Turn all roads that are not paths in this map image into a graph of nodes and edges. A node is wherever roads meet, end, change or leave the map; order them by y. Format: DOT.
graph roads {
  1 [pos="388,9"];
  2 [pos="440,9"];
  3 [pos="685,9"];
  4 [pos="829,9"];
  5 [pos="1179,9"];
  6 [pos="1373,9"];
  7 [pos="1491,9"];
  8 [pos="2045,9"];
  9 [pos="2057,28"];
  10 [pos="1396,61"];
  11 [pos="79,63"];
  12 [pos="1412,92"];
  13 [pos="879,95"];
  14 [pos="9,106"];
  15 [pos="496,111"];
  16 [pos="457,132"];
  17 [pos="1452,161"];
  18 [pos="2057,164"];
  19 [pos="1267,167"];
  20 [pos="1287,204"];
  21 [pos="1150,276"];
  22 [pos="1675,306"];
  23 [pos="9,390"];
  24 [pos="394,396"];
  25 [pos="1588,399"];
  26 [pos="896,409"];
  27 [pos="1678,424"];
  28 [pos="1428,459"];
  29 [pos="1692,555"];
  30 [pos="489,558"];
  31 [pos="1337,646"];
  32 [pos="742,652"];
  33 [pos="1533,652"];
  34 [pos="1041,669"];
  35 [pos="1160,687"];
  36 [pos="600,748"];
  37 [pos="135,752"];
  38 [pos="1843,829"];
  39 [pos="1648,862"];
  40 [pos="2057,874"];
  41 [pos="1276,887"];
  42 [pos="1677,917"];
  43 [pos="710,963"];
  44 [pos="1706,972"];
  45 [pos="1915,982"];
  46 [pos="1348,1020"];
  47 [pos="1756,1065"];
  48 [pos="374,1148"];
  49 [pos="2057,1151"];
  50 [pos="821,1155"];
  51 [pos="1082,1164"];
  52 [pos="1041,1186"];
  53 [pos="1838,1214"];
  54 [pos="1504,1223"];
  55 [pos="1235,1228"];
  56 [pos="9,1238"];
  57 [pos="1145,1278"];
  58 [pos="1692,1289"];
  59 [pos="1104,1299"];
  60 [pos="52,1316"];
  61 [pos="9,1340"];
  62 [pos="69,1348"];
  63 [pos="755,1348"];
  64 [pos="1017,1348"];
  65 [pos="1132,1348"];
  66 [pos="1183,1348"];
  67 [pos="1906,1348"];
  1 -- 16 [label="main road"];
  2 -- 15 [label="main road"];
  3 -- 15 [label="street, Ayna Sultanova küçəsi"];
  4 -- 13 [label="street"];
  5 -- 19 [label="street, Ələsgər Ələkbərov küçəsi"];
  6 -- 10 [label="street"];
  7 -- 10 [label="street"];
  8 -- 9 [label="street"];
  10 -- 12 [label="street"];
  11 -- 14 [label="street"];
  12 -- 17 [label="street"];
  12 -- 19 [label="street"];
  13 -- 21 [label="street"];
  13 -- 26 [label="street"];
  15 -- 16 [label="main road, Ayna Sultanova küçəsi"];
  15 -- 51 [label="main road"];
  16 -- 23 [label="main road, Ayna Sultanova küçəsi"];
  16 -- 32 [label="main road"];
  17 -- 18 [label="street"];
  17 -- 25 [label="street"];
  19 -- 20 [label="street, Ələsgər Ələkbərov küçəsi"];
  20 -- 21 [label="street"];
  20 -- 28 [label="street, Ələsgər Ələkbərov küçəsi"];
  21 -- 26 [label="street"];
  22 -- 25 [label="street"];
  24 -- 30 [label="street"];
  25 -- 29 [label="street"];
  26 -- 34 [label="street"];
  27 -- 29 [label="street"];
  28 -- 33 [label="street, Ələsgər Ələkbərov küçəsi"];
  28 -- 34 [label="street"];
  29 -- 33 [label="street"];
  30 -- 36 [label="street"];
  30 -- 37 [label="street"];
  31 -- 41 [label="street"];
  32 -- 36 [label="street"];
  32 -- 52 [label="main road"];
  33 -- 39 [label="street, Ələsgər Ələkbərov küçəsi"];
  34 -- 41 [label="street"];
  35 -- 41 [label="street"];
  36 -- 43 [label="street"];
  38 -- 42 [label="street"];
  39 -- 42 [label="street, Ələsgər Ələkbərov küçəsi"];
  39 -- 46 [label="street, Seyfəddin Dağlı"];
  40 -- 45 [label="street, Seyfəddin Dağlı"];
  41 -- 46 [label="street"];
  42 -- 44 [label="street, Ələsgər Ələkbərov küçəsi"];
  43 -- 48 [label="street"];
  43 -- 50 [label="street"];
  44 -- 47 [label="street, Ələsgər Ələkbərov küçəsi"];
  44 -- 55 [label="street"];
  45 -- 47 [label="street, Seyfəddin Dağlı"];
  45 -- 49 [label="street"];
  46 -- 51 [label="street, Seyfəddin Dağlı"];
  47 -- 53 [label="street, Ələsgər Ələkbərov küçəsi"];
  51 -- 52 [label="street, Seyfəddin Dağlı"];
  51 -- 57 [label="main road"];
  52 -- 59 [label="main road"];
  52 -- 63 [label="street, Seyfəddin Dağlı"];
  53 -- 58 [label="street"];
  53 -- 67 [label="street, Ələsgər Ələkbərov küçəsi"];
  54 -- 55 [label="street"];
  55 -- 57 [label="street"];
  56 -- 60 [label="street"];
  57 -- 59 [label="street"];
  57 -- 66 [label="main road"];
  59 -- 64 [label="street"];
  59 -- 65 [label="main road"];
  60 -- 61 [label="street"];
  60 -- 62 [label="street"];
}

======

### What is being asked
Work out how many lines in the records above contain the word "Ələkbərov", and reply with that number alone.

### Expected answer
10